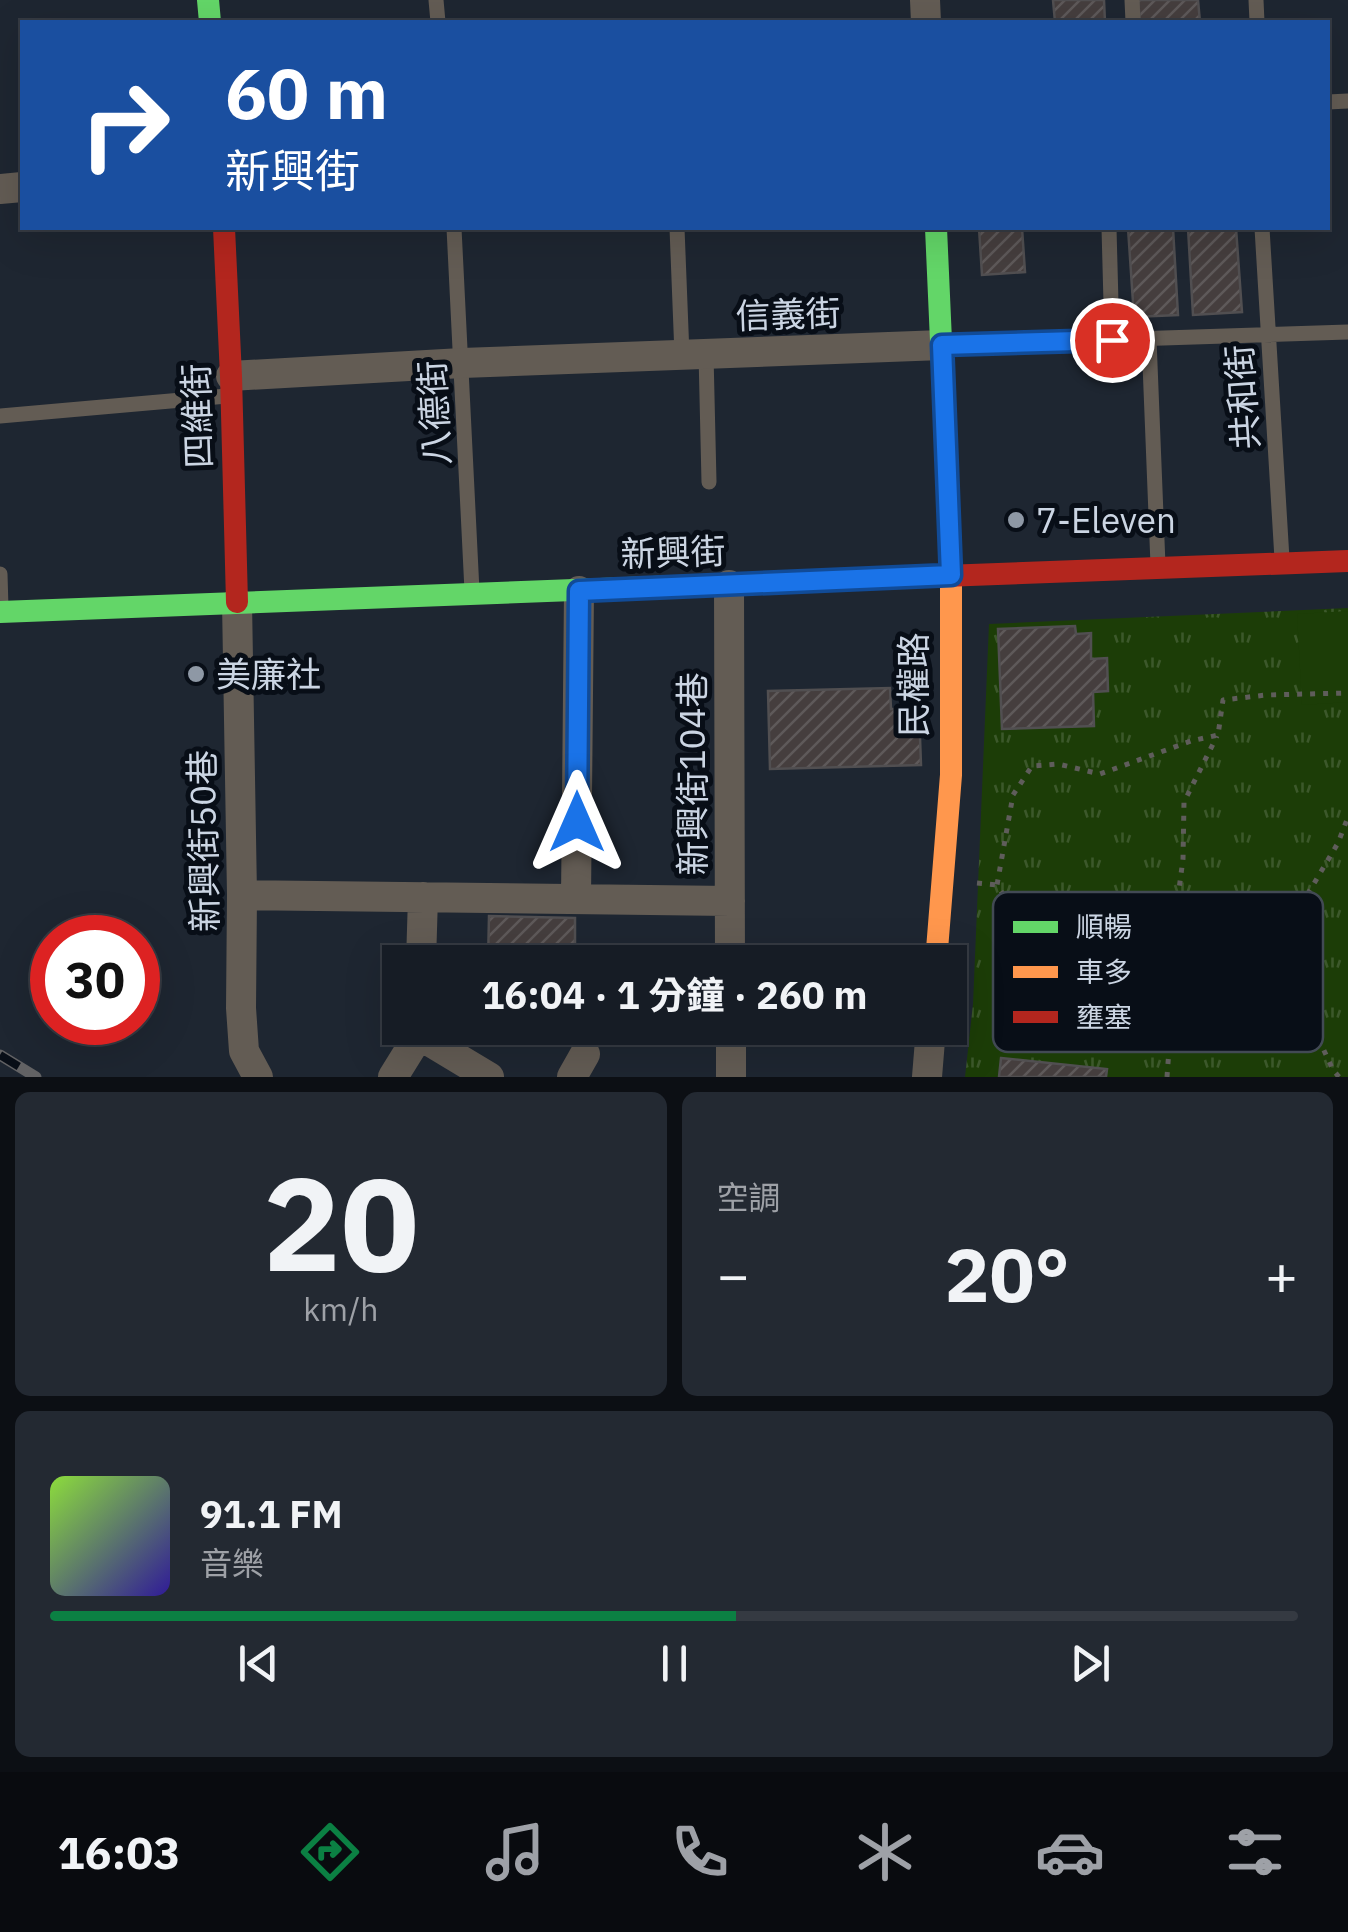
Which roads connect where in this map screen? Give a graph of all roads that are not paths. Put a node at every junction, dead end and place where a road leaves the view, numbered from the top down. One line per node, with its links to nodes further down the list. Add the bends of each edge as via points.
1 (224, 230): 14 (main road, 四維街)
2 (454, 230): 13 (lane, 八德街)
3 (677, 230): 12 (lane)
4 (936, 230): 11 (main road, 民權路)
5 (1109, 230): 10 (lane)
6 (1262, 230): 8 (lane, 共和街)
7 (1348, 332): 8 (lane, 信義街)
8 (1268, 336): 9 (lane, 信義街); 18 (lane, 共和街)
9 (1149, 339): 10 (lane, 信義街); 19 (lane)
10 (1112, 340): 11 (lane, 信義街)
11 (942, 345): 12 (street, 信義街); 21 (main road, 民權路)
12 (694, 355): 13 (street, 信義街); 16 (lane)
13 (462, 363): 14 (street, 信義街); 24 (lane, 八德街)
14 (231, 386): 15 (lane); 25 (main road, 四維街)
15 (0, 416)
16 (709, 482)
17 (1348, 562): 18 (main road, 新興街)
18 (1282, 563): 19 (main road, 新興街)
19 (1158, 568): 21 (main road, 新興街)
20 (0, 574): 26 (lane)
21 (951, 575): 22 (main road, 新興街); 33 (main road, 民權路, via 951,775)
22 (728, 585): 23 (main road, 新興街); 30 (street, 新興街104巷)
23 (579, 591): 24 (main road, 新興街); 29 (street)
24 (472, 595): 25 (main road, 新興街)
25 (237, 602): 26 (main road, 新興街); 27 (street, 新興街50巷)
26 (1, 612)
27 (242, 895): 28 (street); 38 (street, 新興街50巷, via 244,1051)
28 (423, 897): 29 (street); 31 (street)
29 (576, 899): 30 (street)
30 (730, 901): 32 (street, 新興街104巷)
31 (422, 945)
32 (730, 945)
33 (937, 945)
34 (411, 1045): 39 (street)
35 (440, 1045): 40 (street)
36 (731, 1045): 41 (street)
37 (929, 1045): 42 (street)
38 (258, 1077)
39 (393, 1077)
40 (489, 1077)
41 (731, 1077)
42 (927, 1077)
◇ ◇ ◇ ◇ ◇ ◇ ◇
▶ WORK INSTRUCTIONS
Say how many lines in the listing include the word "lane", giving nothing but the number.

▶ EXPECTED OUTPUT
12